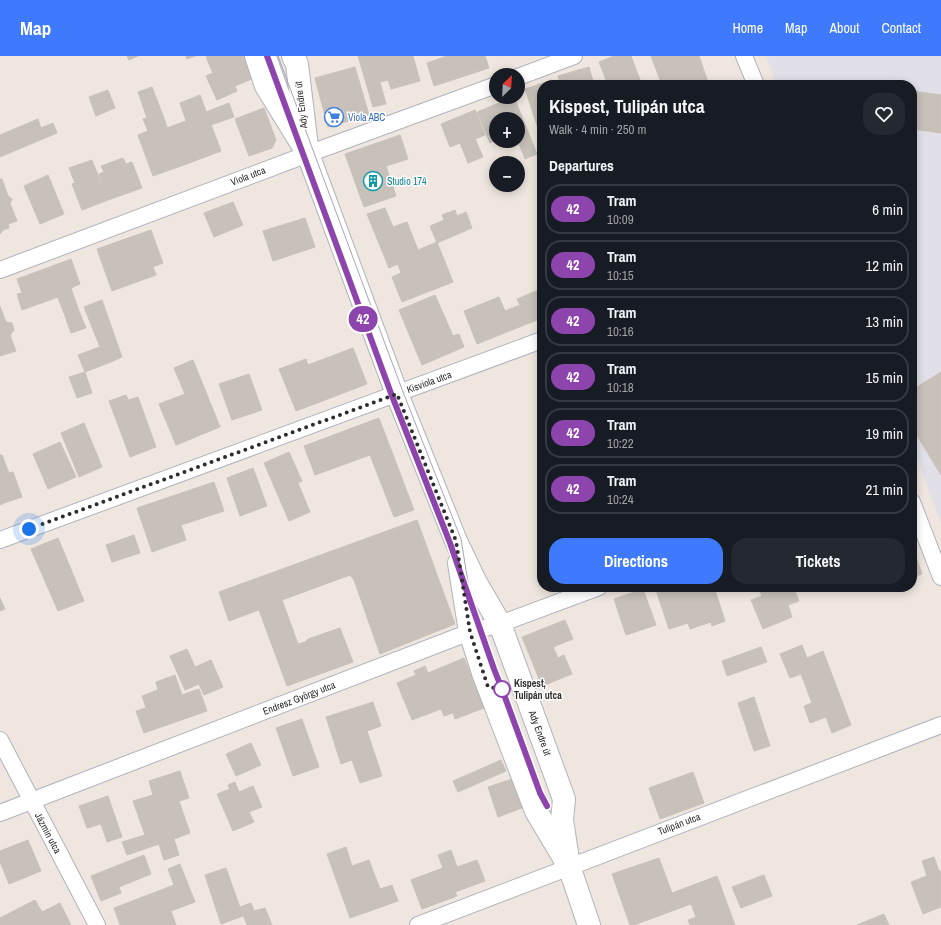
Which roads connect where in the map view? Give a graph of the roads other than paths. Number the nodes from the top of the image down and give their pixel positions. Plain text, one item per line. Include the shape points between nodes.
1 (256, 56) edge
2 (272, 56) edge
3 (294, 56) edge
4 (574, 56) edge
5 (744, 56) edge
6 (525, 74) edge
7 (754, 80) edge
8 (489, 88) edge
9 (308, 154) junction
10 (0, 270) edge
11 (537, 342) edge
12 (397, 394) junction
13 (917, 515) edge
14 (0, 540) edge
15 (456, 541) junction
16 (941, 577) edge
17 (586, 592) edge
18 (500, 624) junction
19 (470, 632) junction
20 (941, 725) edge
21 (0, 740) edge
22 (31, 801) junction
23 (0, 813) edge
24 (569, 866) junction
25 (97, 925) edge
26 (418, 925) edge
27 (589, 925) edge

1 - 9 street, Ady Endre út via 266,86
2 - 9 lane
3 - 9 street, Ady Endre út
4 - 6 street
5 - 7 street
8 - 9 street, Viola utca
9 - 10 street, Viola utca
9 - 12 street, Ady Endre út
11 - 12 street, Kisviola utca
12 - 14 street, Kisviola utca
12 - 15 street, Ady Endre út
13 - 16 street
15 - 18 street, Ady Endre út
15 - 19 street, Ady Endre út
17 - 18 street, Endresz György utca
18 - 19 street, Endresz György utca
18 - 24 street, Ady Endre út via 564,799 562,820
19 - 22 street, Endresz György utca
19 - 24 street, Ady Endre út via 536,811
20 - 24 street, Tulipán utca
21 - 22 street, Jázmin utca
22 - 23 street, Endresz György utca
22 - 25 street, Jázmin utca
24 - 26 street, Tulipán utca
24 - 27 street, Ady Endre út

• • • •

## Exercise goal
If a line of the records includes the string "Tulipán", copy it out.

## Finished exercise
20 - 24 street, Tulipán utca
24 - 26 street, Tulipán utca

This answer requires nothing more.